La Bourse de Londres

Il y a belle lurette que les Bourses ne sont plus des services publics, et que ceux qui y travaillent ne sont plus des officiers ministériels, comme l’étaient les agents de change du temps jadis. La cotation en Bourse des bourses en a fait des entreprises comme les autres qui se concurrencent entre elles pour attirer les entreprises qui souhaitent se faire coter en Bourse, et les investisseurs. Les Bourses sont en fait devenues des entreprises de services informatiques dont la diversification dans la donnée est souvent la principale activité et la plus lucrative.

Face à une désaffection des entreprises pour la cotation à Londres du fait de la montée du private equity[1] et de l’importance grandissante du secteur de la technologie qui privilégie une cotation aux États-Unis, un récent rapport a proposé que la Bourse de Londres réduise ses exigences en matière de gouvernance. Deux principales propositions sont emblématiques et visent spécifiquement les entrepreneurs de la tech : accepter la cotation d’entreprises avec des droits de vote pluraux et une mise en Bourse de seulement 15 % du capital, contre les 25 % aujourd’hui requis à Londres. D’autres mesures plus techniques sont prévues et pourraient trouver à s’appliquer d’ici la fin 2021, en particulier en revenant sur la suspension des cours du SPAC[2] quand celui-ci annonce avoir trouvé sa cible.

Ainsi, les actionnaires contrôlant pourraient-ils céder moins de titres lors de leur introduction en Bourse, ce qui dans un marché haussier est la garantie de pouvoir vendre à un prix plus élevé les 10 % non cédés alors ; et garder le contrôle de leur entreprise grâce à des actions A (un droit de vote) voire C (aucun droit de vote) pour les nouveaux actionnaires, et B (10 droits de vote), ou D (20 droits de vote) pour eux. Toutefois, cette dernière faculté ne serait valable que pendant cinq ans avant de revenir au droit commun : une action égale un droit de vote.

Que la Bourse de Londres ne se leurre pas, ce n’est pas parce qu’elle dégraderait ses standards d’admission qu’elle pourrait regagner du terrain sur New York ou éviter d’en perdre sur Amsterdam. On est malheureusement dans un domaine où la mauvaise monnaie chasse la bonne, comme la Bourse de Hong Kong l’illustre.
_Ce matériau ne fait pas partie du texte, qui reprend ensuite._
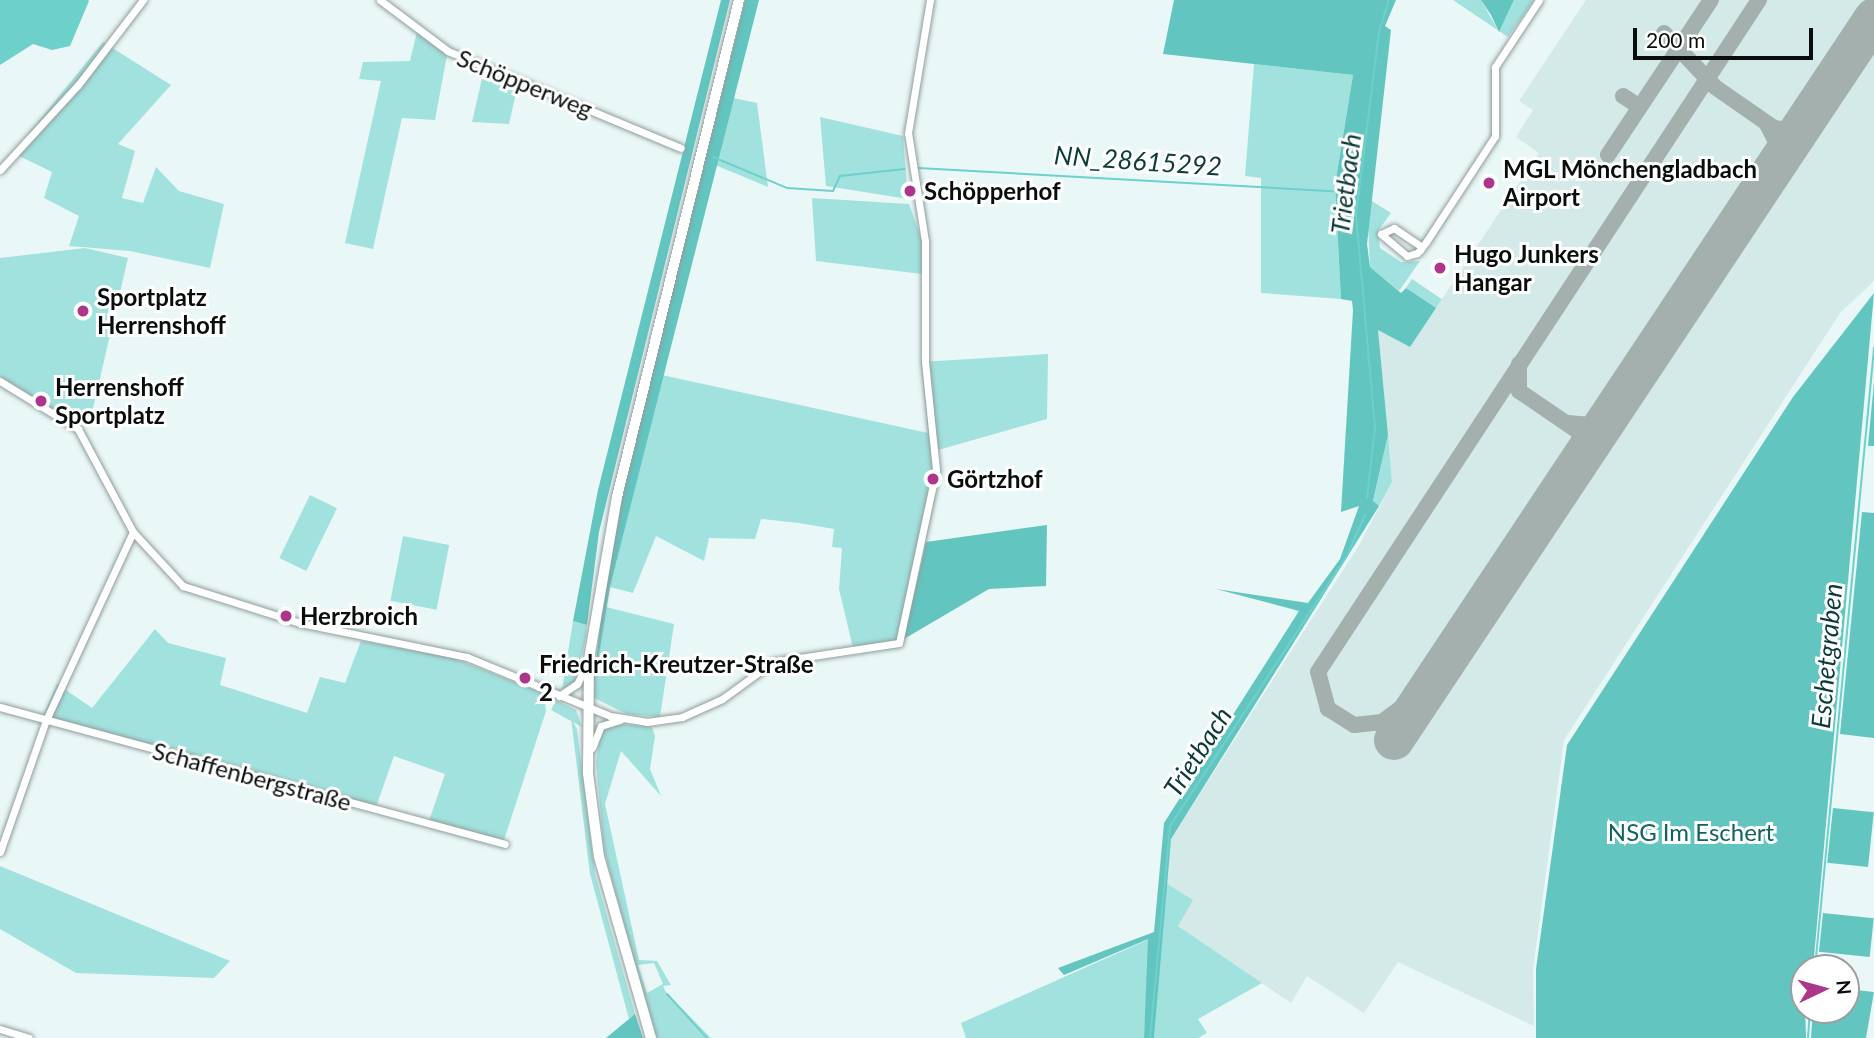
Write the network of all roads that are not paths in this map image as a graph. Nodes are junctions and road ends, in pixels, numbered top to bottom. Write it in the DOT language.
graph roads {
  1 [pos="143,0"];
  2 [pos="380,0"];
  3 [pos="739,0"];
  4 [pos="930,0"];
  5 [pos="1539,0"];
  6 [pos="681,148"];
  7 [pos="0,170"];
  8 [pos="1422,247"];
  9 [pos="0,381"];
  10 [pos="133,532"];
  11 [pos="589,659"];
  12 [pos="559,696"];
  13 [pos="0,707"];
  14 [pos="587,707"];
  15 [pos="46,720"];
  16 [pos="625,720"];
  17 [pos="588,773"];
  18 [pos="505,844"];
  19 [pos="0,852"];
  20 [pos="0,1029"];
  21 [pos="29,1038"];
  22 [pos="651,1038"];
  1 -- 7 [label="street"];
  2 -- 6 [label="street, Schöpperweg"];
  3 -- 11 [label="main road"];
  4 -- 16 [label="street"];
  5 -- 8 [label="street"];
  8 -- 8 [label="street"];
  9 -- 10 [label="street"];
  10 -- 12 [label="street"];
  10 -- 15 [label="street"];
  11 -- 12 [label="street"];
  11 -- 14 [label="main road"];
  12 -- 14 [label="street"];
  13 -- 15 [label="street, Schaffenbergstraße"];
  14 -- 16 [label="street"];
  14 -- 17 [label="main road"];
  15 -- 18 [label="street, Schaffenbergstraße"];
  15 -- 19 [label="street"];
  16 -- 17 [label="street"];
  17 -- 22 [label="main road"];
  20 -- 21 [label="street"];
}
En ayant refusé à Alibaba des dérogations à ses règles de gouvernance en 2014, Hong Kong a perdu la cotation du géant de l’e-commerce au profit du NYSE. Et quand elle les a ensuite abaissés, elle n’est pas pour autant devenue le centre d’attraction des candidats chinois à la cotation, New York l’est resté compte tenu de niveaux de valorisation plus élevés.

Si l’on peut comprendre que le ou les fondateurs d’une start-up ait besoin de se sentir « chez lui », même après plusieurs tours de dilution, pour donner le meilleur de lui-même, et que l’on puisse déconnecter à cet effet droits financiers et droits de vote, on a un peu plus de mal à le comprendre pour une entreprise cotée qui, la plupart du temps, a trouvé son modèle économique. On remarquera d’ailleurs que même pour une start-up non cotée, on ne trouve pas usuellement un système aussi avantageux que des actions à dix ou vingt droits de vote.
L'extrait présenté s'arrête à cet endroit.